Cada fabricante ha proporcionado distintas soluciones para la vulnerabilidad:

• ABB: no clasifica esta vulnerabilidad como tal, sino que asocia el problema a una mala configuración del controlador del PLC que se configuró de manera predeterminada en la fábrica. Esta configuración errónea puede solventarse estableciendo una apropiada combinación de la prioridad de la tarea, el tiempo de ciclo de la misma y la configuración de vigilancia (watchdog). El fabricante aconseja consultar el capítulo Onboard Ethernet Handling in CPU Firmware para más información.
• Phoenix Contact: clasifica la vulnerabilidad como un problema conocido, no solucionado para productos antiguos. Los productos que poseen actualmente en el mercado, proporcionan contramedidas para mitigar el impacto en las funcionalidades relacionadas con la seguridad. Para más información, puede consultarse la nota publicada por la compañía.
• Schneider Electric: las correcciones para solventar esta vulnerabilidad se encuentran en la versión de firmware v1.10.0.0 del Modicon M221 y la v1.0 para el software EcoStruxure Machine Expert - Basic.
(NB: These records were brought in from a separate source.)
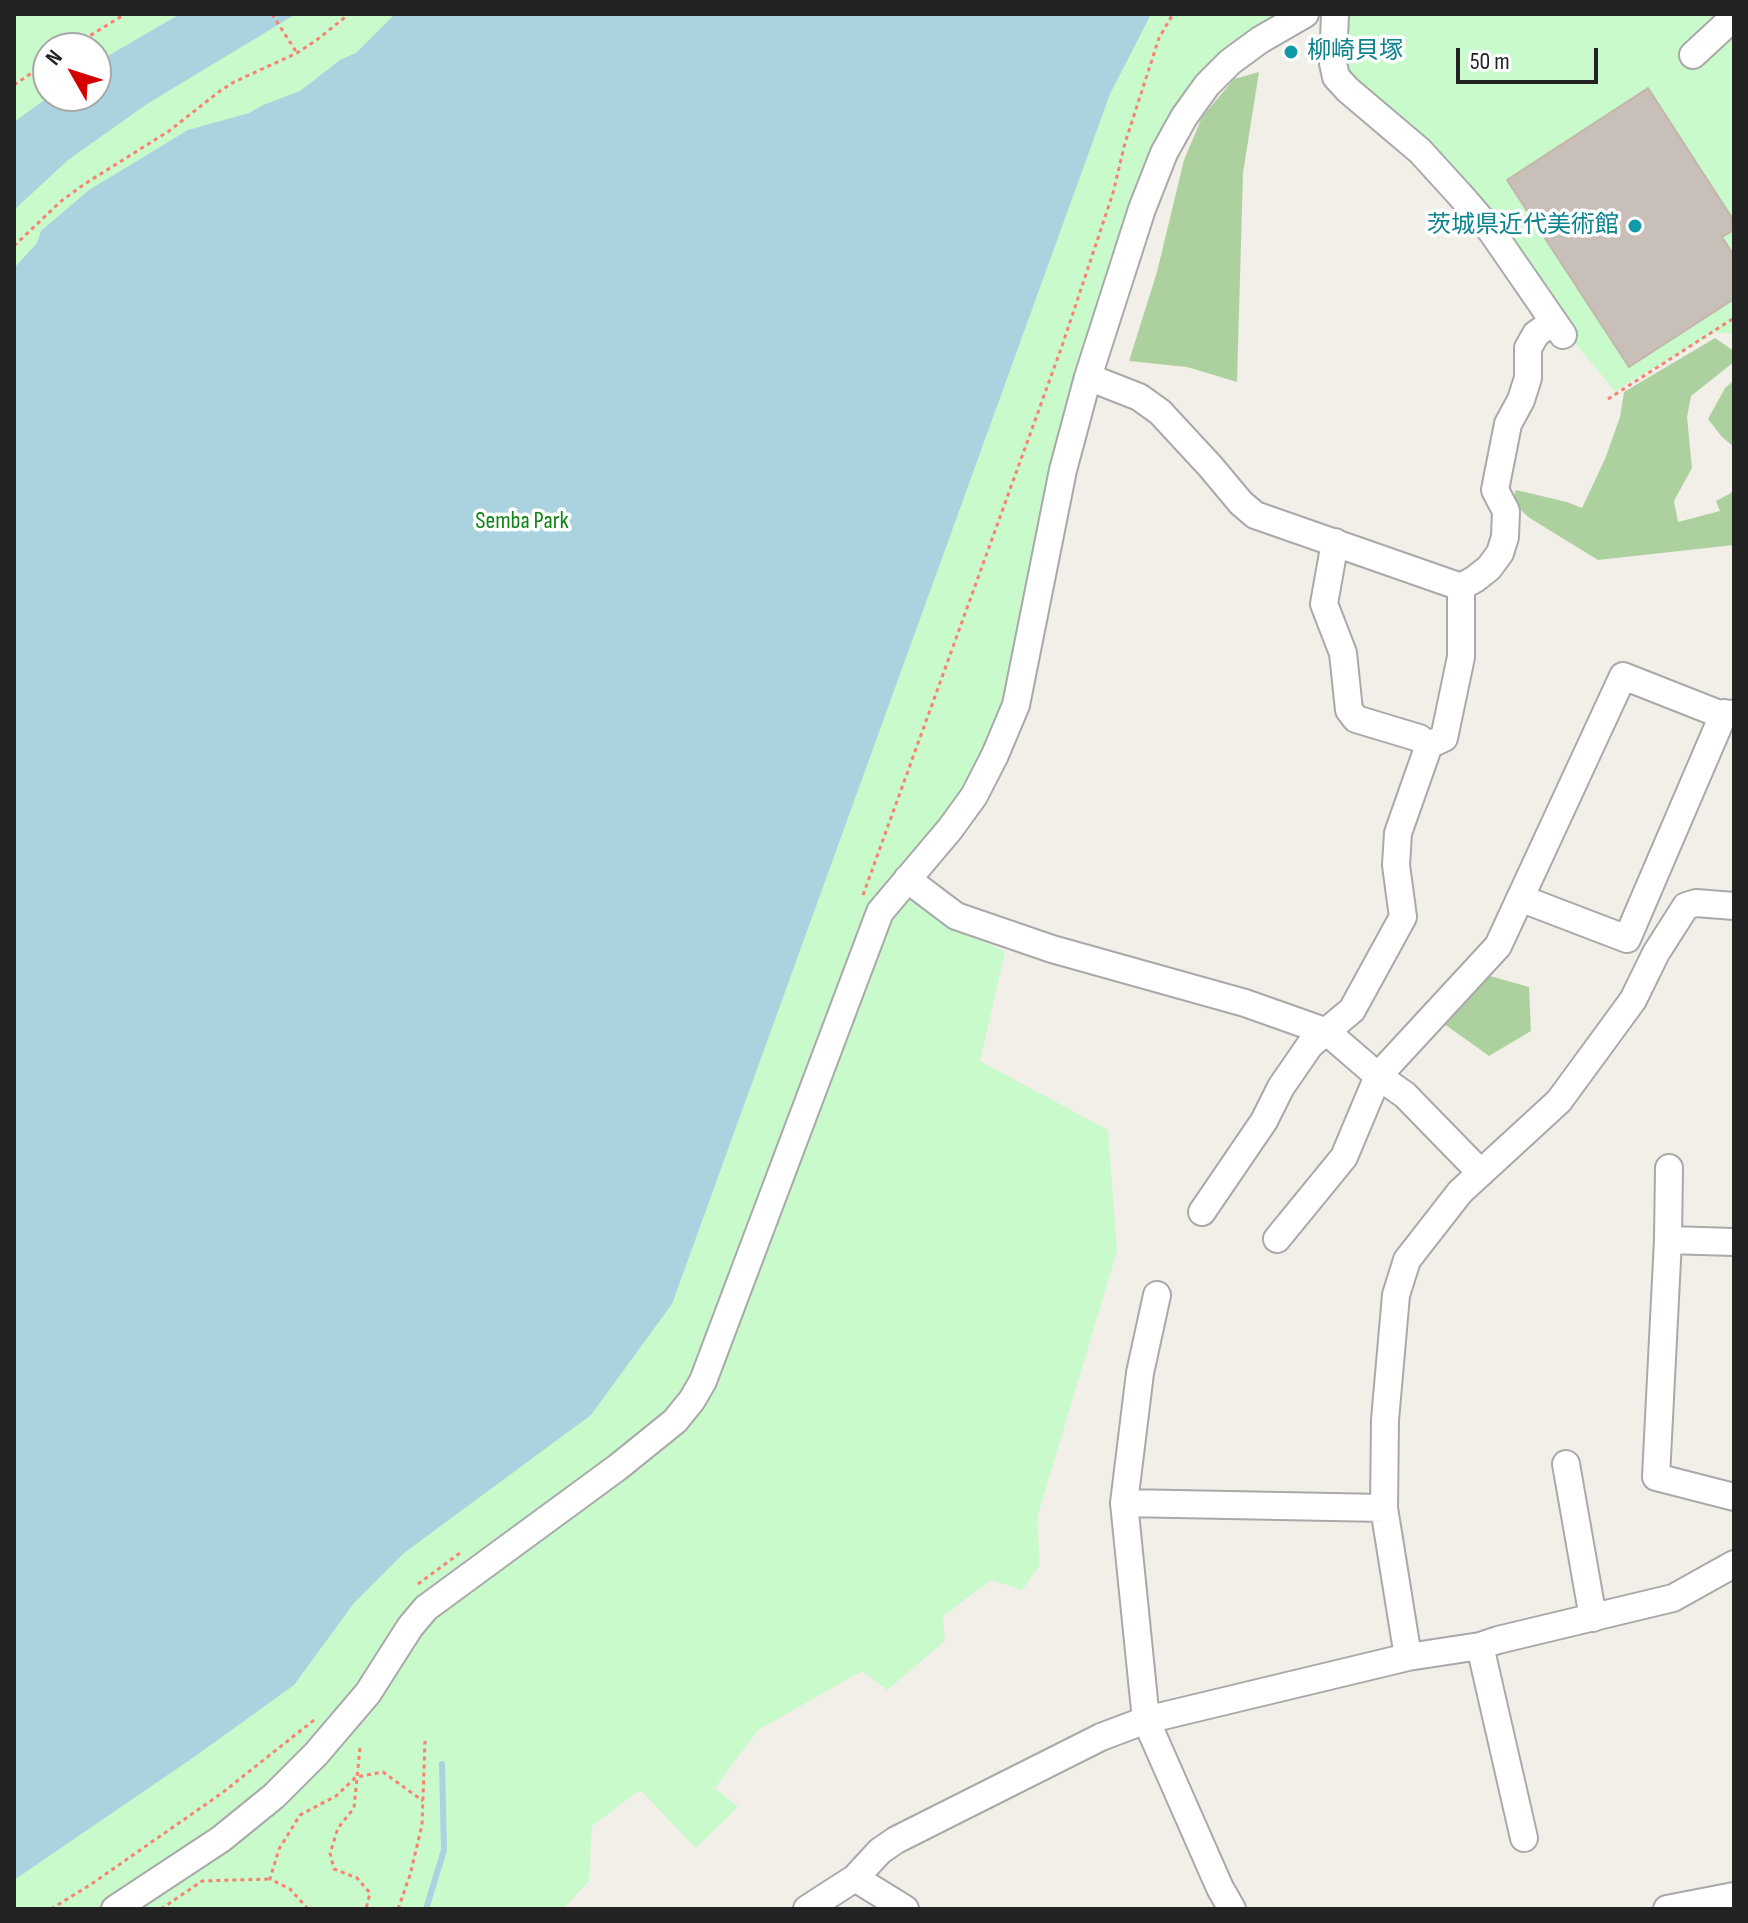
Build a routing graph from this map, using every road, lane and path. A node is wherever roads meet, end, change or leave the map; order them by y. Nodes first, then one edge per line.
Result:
1 (125, 14) edge
2 (272, 14) edge
3 (349, 14) edge
4 (1173, 14) edge
5 (1305, 14) edge
6 (1335, 14) edge
7 (1734, 17) edge
8 (96, 32) edge
9 (297, 53) junction
10 (1693, 55) dead end
11 (32, 73) edge
12 (14, 85) edge
13 (14, 246) edge
14 (1734, 318) edge
15 (1088, 377) junction
16 (1608, 399) dead end
17 (1335, 542) junction
18 (1461, 587) junction
19 (1729, 714) edge
20 (1429, 745) junction
21 (907, 879) junction
22 (863, 894) dead end
23 (1520, 898) junction
24 (1734, 906) edge
25 (1327, 1032) junction
26 (1378, 1076) junction
27 (1669, 1168) dead end
28 (1481, 1173) junction
29 (1202, 1212) dead end
30 (1277, 1239) dead end
31 (1668, 1240) junction
32 (1734, 1242) edge
33 (1157, 1295) dead end
34 (1566, 1464) dead end
35 (1734, 1497) edge
36 (1124, 1503) junction
37 (1384, 1508) junction
38 (470, 1546) dead end
39 (1734, 1564) edge
40 (413, 1589) dead end
41 (1593, 1618) junction
42 (1480, 1646) junction
43 (1408, 1657) junction
44 (317, 1718) dead end
45 (1146, 1720) junction
46 (425, 1741) dead end
47 (360, 1748) dead end
48 (356, 1777) junction
49 (423, 1801) junction
50 (1524, 1838) dead end
51 (855, 1878) junction
52 (270, 1879) junction
53 (1734, 1896) edge
54 (51, 1909) edge
55 (115, 1909) edge
56 (161, 1909) edge
57 (308, 1909) edge
58 (366, 1909) edge
59 (398, 1909) edge
60 (807, 1909) edge
61 (905, 1909) edge
62 (1232, 1909) edge
63 (1667, 1909) edge

1 - 8 path
2 - 9 path
3 - 9 path
4 - 22 path
5 - 15 street
6 - 18 street
7 - 10 street
9 - 13 path
11 - 12 path
14 - 16 path
15 - 17 street
15 - 21 street
17 - 18 street
17 - 20 street
18 - 20 street
19 - 23 street
19 - 23 street
20 - 25 street
21 - 25 street
21 - 55 street
23 - 26 street
24 - 28 street
25 - 26 street
25 - 29 street
26 - 28 street
26 - 30 street
27 - 31 street
28 - 37 street
31 - 32 street
31 - 35 street
33 - 36 street
34 - 41 street
36 - 37 street
36 - 45 street
37 - 43 street
38 - 40 path
39 - 41 street
41 - 42 street
42 - 43 street
42 - 50 street
43 - 45 street
44 - 54 path
45 - 51 street
45 - 62 street
46 - 49 path
47 - 48 path
48 - 49 path
48 - 52 path
48 - 58 path
49 - 59 path
51 - 60 street
51 - 61 street
52 - 56 path
52 - 57 path
53 - 63 street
Otra opción es ejecutar la herramienta de actualización de software de Schneider Electric para descargar e instalar la versión 1.0 de EcoStruxure Machine Expert - Basic. La compañía ha publicado un aviso de seguridad (SEVD-2019-045-01).
• Siemens: ha investigado y valorado los resultados expuestos en el informe de la vulnerabilidad que se le ha presentado y concluye que en dicho informe no se demuestra una vulnerabilidad válida para sus PLC.
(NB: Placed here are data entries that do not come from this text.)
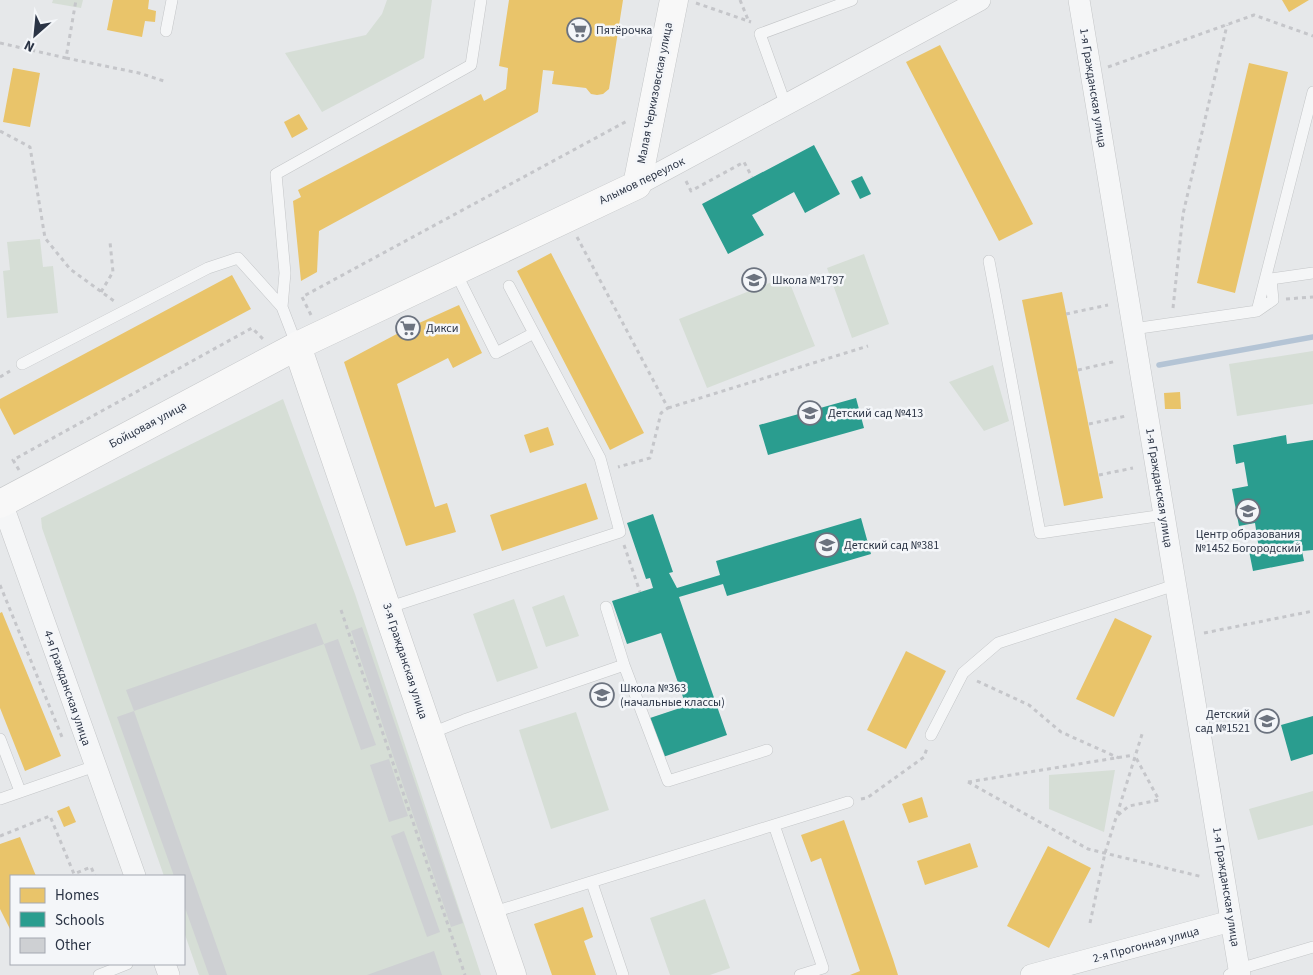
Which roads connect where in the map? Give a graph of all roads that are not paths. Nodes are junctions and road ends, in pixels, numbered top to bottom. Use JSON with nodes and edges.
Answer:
{"nodes":[{"id":1,"x":172,"y":0,"type":"edge"},
{"id":2,"x":482,"y":0,"type":"edge"},
{"id":3,"x":674,"y":0,"type":"edge"},
{"id":4,"x":852,"y":0,"type":"edge"},
{"id":5,"x":980,"y":0,"type":"edge"},
{"id":6,"x":1078,"y":0,"type":"edge"},
{"id":7,"x":166,"y":31,"type":"dead end"},
{"id":8,"x":1313,"y":92,"type":"edge"},
{"id":9,"x":786,"y":106,"type":"junction"},
{"id":10,"x":637,"y":186,"type":"junction"},
{"id":11,"x":989,"y":262,"type":"dead end"},
{"id":12,"x":455,"y":271,"type":"junction"},
{"id":13,"x":1313,"y":273,"type":"edge"},
{"id":14,"x":509,"y":286,"type":"dead end"},
{"id":15,"x":282,"y":307,"type":"junction"},
{"id":16,"x":1257,"y":311,"type":"junction"},
{"id":17,"x":1133,"y":330,"type":"junction"},
{"id":18,"x":534,"y":332,"type":"junction"},
{"id":19,"x":297,"y":346,"type":"junction"},
{"id":20,"x":22,"y":364,"type":"dead end"},
{"id":21,"x":1,"y":502,"type":"edge"},
{"id":22,"x":1164,"y":515,"type":"junction"},
{"id":23,"x":1175,"y":585,"type":"junction"},
{"id":24,"x":606,"y":607,"type":"dead end"},
{"id":25,"x":387,"y":608,"type":"junction"},
{"id":26,"x":624,"y":665,"type":"junction"},
{"id":27,"x":429,"y":734,"type":"junction"},
{"id":28,"x":931,"y":735,"type":"road end"},
{"id":29,"x":0,"y":739,"type":"edge"},
{"id":30,"x":767,"y":750,"type":"dead end"},
{"id":31,"x":86,"y":769,"type":"junction"},
{"id":32,"x":20,"y":791,"type":"junction"},
{"id":33,"x":0,"y":799,"type":"edge"},
{"id":34,"x":848,"y":802,"type":"dead end"},
{"id":35,"x":774,"y":826,"type":"junction"},
{"id":36,"x":135,"y":875,"type":"edge"},
{"id":37,"x":592,"y":883,"type":"junction"},
{"id":38,"x":491,"y":913,"type":"junction"},
{"id":39,"x":1231,"y":921,"type":"junction"},
{"id":40,"x":1313,"y":947,"type":"edge"},
{"id":41,"x":124,"y":965,"type":"edge"},
{"id":42,"x":1236,"y":973,"type":"edge"},
{"id":43,"x":98,"y":975,"type":"edge"},
{"id":44,"x":512,"y":975,"type":"edge"},
{"id":45,"x":623,"y":975,"type":"edge"},
{"id":46,"x":800,"y":975,"type":"edge"},
{"id":47,"x":1031,"y":975,"type":"edge"}],
"edges":[{"from":1,"to":7,"type":"lane"},
{"from":2,"to":15,"type":"lane"},
{"from":3,"to":10,"type":"street","name":"Малая Черкизовская улица"},
{"from":4,"to":9,"type":"lane"},
{"from":5,"to":9,"type":"street","name":"Алымов переулок"},
{"from":6,"to":17,"type":"street","name":"1-я Гражданская улица"},
{"from":8,"to":16,"type":"lane"},
{"from":9,"to":10,"type":"street","name":"Алымов переулок"},
{"from":10,"to":12,"type":"street","name":"Алымов переулок"},
{"from":11,"to":22,"type":"lane"},
{"from":12,"to":18,"type":"lane"},
{"from":12,"to":19,"type":"street","name":"Алымов переулок"},
{"from":13,"to":16,"type":"lane"},
{"from":14,"to":18,"type":"lane"},
{"from":15,"to":19,"type":"lane"},
{"from":15,"to":20,"type":"lane"},
{"from":16,"to":17,"type":"lane"},
{"from":17,"to":22,"type":"street","name":"1-я Гражданская улица"},
{"from":18,"to":25,"type":"lane"},
{"from":19,"to":21,"type":"street","name":"Бойцовая улица"},
{"from":19,"to":25,"type":"street","name":"3-я Гражданская улица"},
{"from":21,"to":31,"type":"street","name":"4-я Гражданская улица"},
{"from":22,"to":23,"type":"street","name":"1-я Гражданская улица"},
{"from":23,"to":28,"type":"lane"},
{"from":23,"to":39,"type":"street","name":"1-я Гражданская улица"},
{"from":24,"to":26,"type":"lane"},
{"from":25,"to":27,"type":"street","name":"3-я Гражданская улица"},
{"from":26,"to":27,"type":"lane"},
{"from":26,"to":30,"type":"lane"},
{"from":27,"to":38,"type":"street","name":"3-я Гражданская улица"},
{"from":29,"to":32,"type":"lane"},
{"from":31,"to":32,"type":"lane"},
{"from":31,"to":36,"type":"street","name":"4-я Гражданская улица"},
{"from":32,"to":33,"type":"lane"},
{"from":34,"to":35,"type":"lane"},
{"from":35,"to":37,"type":"lane"},
{"from":35,"to":46,"type":"lane"},
{"from":37,"to":38,"type":"lane"},
{"from":37,"to":45,"type":"lane"},
{"from":38,"to":44,"type":"street","name":"3-я Гражданская улица"},
{"from":39,"to":42,"type":"street","name":"1-я Гражданская улица"},
{"from":39,"to":47,"type":"street","name":"2-я Прогонная улица"},
{"from":40,"to":42,"type":"lane"},
{"from":41,"to":43,"type":"lane"}]}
• WAGO: recomienda a sus clientes que utilicen los dispositivos afectados bajo redes cerradas o que protejan sus comunicaciones con un cortafuegos para evitar accesos no autorizados. Otra mitigación recomendada es limitar el tráfico de red a través de la función de límite de velocidad de conmutación de acuerdo con las necesidades de la aplicación.